▶ [TASK DESCRIPTION]
From the first line to the last, return the material exactly.

▶ [INPUT DATA]
******
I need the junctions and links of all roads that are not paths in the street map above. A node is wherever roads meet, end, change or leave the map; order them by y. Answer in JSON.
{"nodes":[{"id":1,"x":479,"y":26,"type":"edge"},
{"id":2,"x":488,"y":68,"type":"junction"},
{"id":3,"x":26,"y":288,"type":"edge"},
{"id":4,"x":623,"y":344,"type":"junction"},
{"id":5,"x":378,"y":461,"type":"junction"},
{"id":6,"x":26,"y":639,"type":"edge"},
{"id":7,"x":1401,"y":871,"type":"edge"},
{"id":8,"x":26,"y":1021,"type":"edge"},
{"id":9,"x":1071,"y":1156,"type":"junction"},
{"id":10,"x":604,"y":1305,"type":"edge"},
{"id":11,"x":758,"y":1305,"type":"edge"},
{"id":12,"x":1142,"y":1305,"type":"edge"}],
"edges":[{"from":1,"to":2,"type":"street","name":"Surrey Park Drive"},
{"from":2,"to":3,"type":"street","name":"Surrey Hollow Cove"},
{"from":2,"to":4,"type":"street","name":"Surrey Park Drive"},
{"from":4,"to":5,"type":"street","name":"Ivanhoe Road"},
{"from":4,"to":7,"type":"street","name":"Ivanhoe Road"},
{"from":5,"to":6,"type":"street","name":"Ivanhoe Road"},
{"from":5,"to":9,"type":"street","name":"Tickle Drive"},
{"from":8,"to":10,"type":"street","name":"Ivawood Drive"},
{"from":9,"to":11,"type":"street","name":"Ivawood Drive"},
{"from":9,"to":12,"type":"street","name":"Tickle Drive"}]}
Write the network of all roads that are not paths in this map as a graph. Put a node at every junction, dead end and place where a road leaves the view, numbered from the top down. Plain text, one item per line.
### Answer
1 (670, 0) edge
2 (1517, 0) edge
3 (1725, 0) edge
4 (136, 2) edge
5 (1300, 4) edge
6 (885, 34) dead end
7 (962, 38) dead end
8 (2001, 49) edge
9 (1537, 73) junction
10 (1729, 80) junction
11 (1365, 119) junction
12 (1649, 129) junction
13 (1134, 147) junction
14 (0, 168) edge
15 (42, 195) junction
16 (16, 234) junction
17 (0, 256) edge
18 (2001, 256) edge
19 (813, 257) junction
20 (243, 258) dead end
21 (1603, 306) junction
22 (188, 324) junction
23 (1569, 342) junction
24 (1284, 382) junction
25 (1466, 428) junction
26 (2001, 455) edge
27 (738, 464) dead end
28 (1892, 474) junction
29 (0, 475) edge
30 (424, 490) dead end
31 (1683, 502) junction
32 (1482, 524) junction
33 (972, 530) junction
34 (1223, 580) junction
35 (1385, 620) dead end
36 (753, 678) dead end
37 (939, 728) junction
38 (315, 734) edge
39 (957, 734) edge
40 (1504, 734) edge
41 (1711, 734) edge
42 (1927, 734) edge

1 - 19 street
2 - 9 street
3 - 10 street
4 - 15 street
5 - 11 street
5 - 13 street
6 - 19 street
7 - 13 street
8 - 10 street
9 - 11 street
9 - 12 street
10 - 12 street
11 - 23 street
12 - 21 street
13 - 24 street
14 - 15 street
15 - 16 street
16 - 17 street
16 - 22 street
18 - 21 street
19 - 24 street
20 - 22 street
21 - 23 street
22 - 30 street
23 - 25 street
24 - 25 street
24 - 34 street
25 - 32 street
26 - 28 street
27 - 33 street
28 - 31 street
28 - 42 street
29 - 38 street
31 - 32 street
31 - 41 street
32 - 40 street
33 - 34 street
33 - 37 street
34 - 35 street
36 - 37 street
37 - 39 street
******
▶ [ANSWER SECTION]
I need the junctions and links of all roads that are not paths in the street map above. A node is wherever roads meet, end, change or leave the map; order them by y. Answer in JSON.
{"nodes":[{"id":1,"x":479,"y":26,"type":"edge"},
{"id":2,"x":488,"y":68,"type":"junction"},
{"id":3,"x":26,"y":288,"type":"edge"},
{"id":4,"x":623,"y":344,"type":"junction"},
{"id":5,"x":378,"y":461,"type":"junction"},
{"id":6,"x":26,"y":639,"type":"edge"},
{"id":7,"x":1401,"y":871,"type":"edge"},
{"id":8,"x":26,"y":1021,"type":"edge"},
{"id":9,"x":1071,"y":1156,"type":"junction"},
{"id":10,"x":604,"y":1305,"type":"edge"},
{"id":11,"x":758,"y":1305,"type":"edge"},
{"id":12,"x":1142,"y":1305,"type":"edge"}],
"edges":[{"from":1,"to":2,"type":"street","name":"Surrey Park Drive"},
{"from":2,"to":3,"type":"street","name":"Surrey Hollow Cove"},
{"from":2,"to":4,"type":"street","name":"Surrey Park Drive"},
{"from":4,"to":5,"type":"street","name":"Ivanhoe Road"},
{"from":4,"to":7,"type":"street","name":"Ivanhoe Road"},
{"from":5,"to":6,"type":"street","name":"Ivanhoe Road"},
{"from":5,"to":9,"type":"street","name":"Tickle Drive"},
{"from":8,"to":10,"type":"street","name":"Ivawood Drive"},
{"from":9,"to":11,"type":"street","name":"Ivawood Drive"},
{"from":9,"to":12,"type":"street","name":"Tickle Drive"}]}
Write the network of all roads that are not paths in this map as a graph. Put a node at every junction, dead end and place where a road leaves the view, numbered from the top down. Plain text, one item per line.
### Answer
1 (670, 0) edge
2 (1517, 0) edge
3 (1725, 0) edge
4 (136, 2) edge
5 (1300, 4) edge
6 (885, 34) dead end
7 (962, 38) dead end
8 (2001, 49) edge
9 (1537, 73) junction
10 (1729, 80) junction
11 (1365, 119) junction
12 (1649, 129) junction
13 (1134, 147) junction
14 (0, 168) edge
15 (42, 195) junction
16 (16, 234) junction
17 (0, 256) edge
18 (2001, 256) edge
19 (813, 257) junction
20 (243, 258) dead end
21 (1603, 306) junction
22 (188, 324) junction
23 (1569, 342) junction
24 (1284, 382) junction
25 (1466, 428) junction
26 (2001, 455) edge
27 (738, 464) dead end
28 (1892, 474) junction
29 (0, 475) edge
30 (424, 490) dead end
31 (1683, 502) junction
32 (1482, 524) junction
33 (972, 530) junction
34 (1223, 580) junction
35 (1385, 620) dead end
36 (753, 678) dead end
37 (939, 728) junction
38 (315, 734) edge
39 (957, 734) edge
40 (1504, 734) edge
41 (1711, 734) edge
42 (1927, 734) edge

1 - 19 street
2 - 9 street
3 - 10 street
4 - 15 street
5 - 11 street
5 - 13 street
6 - 19 street
7 - 13 street
8 - 10 street
9 - 11 street
9 - 12 street
10 - 12 street
11 - 23 street
12 - 21 street
13 - 24 street
14 - 15 street
15 - 16 street
16 - 17 street
16 - 22 street
18 - 21 street
19 - 24 street
20 - 22 street
21 - 23 street
22 - 30 street
23 - 25 street
24 - 25 street
24 - 34 street
25 - 32 street
26 - 28 street
27 - 33 street
28 - 31 street
28 - 42 street
29 - 38 street
31 - 32 street
31 - 41 street
32 - 40 street
33 - 34 street
33 - 37 street
34 - 35 street
36 - 37 street
37 - 39 street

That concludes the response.